Per-example gradients with BatchNorm #10882

yoeldr · 2022-05-30T15:38:57Z

yoeldr
May 30, 2022

How would you suggest computing the per-example gradient on models that contain BatchNorm?

The documentation suggests applying vmap, however, that solution requires the loss function to accept one example at a time, which is not possible when using BatchNorm.

For example, in the resnet50 example, I would like to replace the return value of loss by return -jnp.sum(logits * targets, axis=-1) then update the call to grad inside update() so it returns the desired gradients.

Answered by C-J-Cundy

May 30, 2022

Great, your example makes things clearer.
In your example, $A$ represents the parameters of the network, $x$ represents a batch of inputs, $f(x)$ represents a batch of outputs. So $f(x)$ is the function mapping an input batch to an output batch. (I think it makes sense to assume $m=n$ here).
Essentially the quantity you want to compute is the diagonal of the Jacobian matrix. In the general case, computing a Jacobian will take $\mathcal{O}(n)$ Jacobian-vector or vector-Jacobian products, each of which are roughly the same order as evaluating the network on the batch. So e.g. $\mathcal{O}(n^2)$ memory, since each batch has $n$ inputs.

The key point is that for a typical network without batc…

View full answer

C-J-Cundy · 2022-05-30T19:32:25Z

C-J-Cundy
May 30, 2022

Can you write out mathematically precisely what the quantity you'd like to compute is? I think that what you're asking for might not exist.
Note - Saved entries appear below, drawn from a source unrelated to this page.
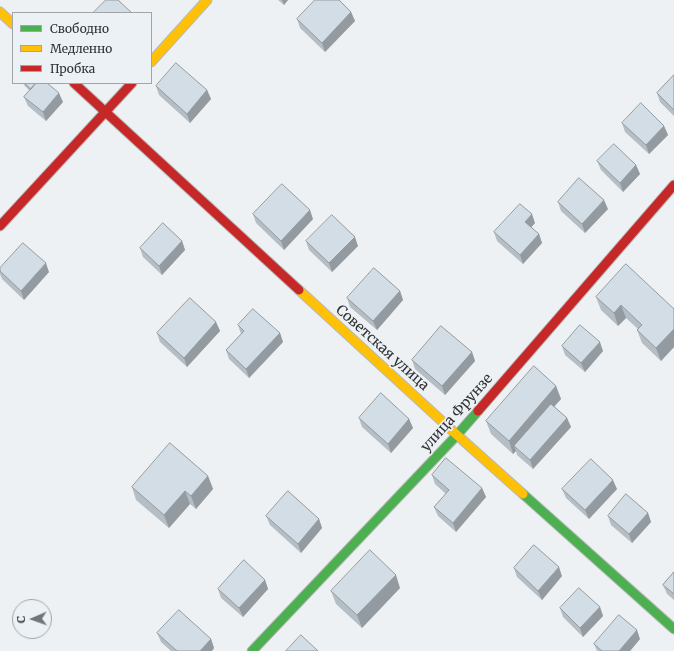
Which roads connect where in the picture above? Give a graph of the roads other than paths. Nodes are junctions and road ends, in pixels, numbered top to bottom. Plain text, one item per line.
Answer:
1 (207, 0) edge
2 (0, 12) edge
3 (12, 23) edge
4 (152, 61) edge
5 (75, 84) edge
6 (131, 84) edge
7 (106, 113) junction
8 (674, 185) edge
9 (0, 226) edge
10 (457, 435) junction
11 (674, 629) edge
12 (252, 651) edge

1 - 4 street
2 - 3 street
5 - 7 street, Советская улица
6 - 7 street
7 - 9 street
7 - 10 street, Советская улица
8 - 10 street, улица Фрунзе
10 - 11 street, Советская улица
10 - 12 street, улица Фрунзе

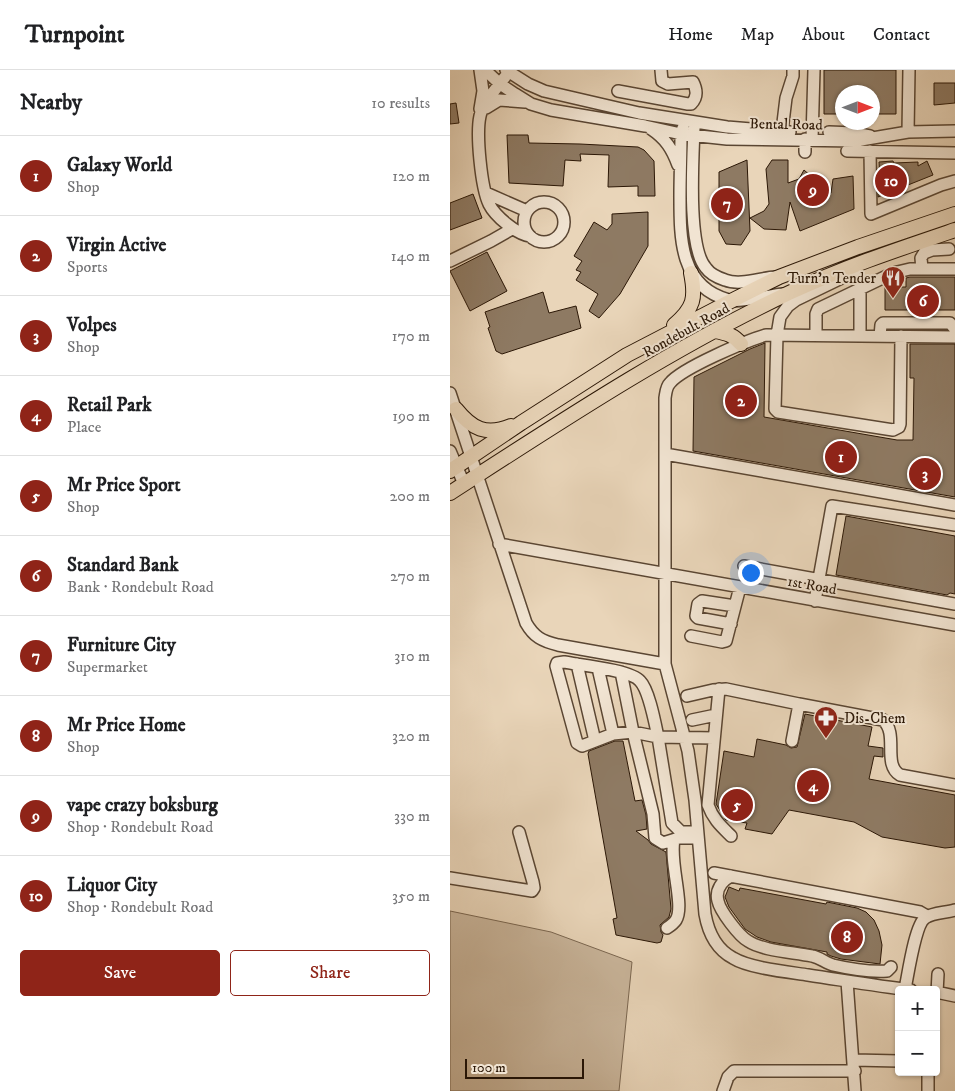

I believe the subtle point with batch-norm is that the inputs in a batch are all combined, such that the gradient of the loss with respect to parameters given a vector of inputs $\mathbf{x}$ and $\mathbf{y}$ is not the sum of the 'per-example-gradients', since the network simply isn't defined on inputs of batch size 1.

You can construct a loss function which would take a single input $x_i$ as an argument as follows:

def loss(params, y_i, x_i, rest_of_xs, rest_of_ys):
    xs = jnp.stack((x_i, rest_of_xs))
    ys = jnp.stack((y_i, rest_of_ys))
    return loss(params, xs, ys)

This would only help in the cases where you're trying to compute a gradient with respect to an individual input $x_i$ (e.g. for enforcing a Lipschitzness constraint for a Wasserstein GAN), not the typical parameter gradient that I think you're dealing with.

4 replies

yoeldr May 30, 2022
Author

It's indeed a good idea to look at it mathematically, and perhaps it's better to look at a simpler case first. Consider the function
$$f(x) = A x,$$ where $x\in \mathbb{R}^n$ and $A\in \mathbb{R}^{m\times n}$ is a constant. Then, the value I want to compute is the vector-by-vector derivative $\frac{\partial}{\partial x} f(x) = A$.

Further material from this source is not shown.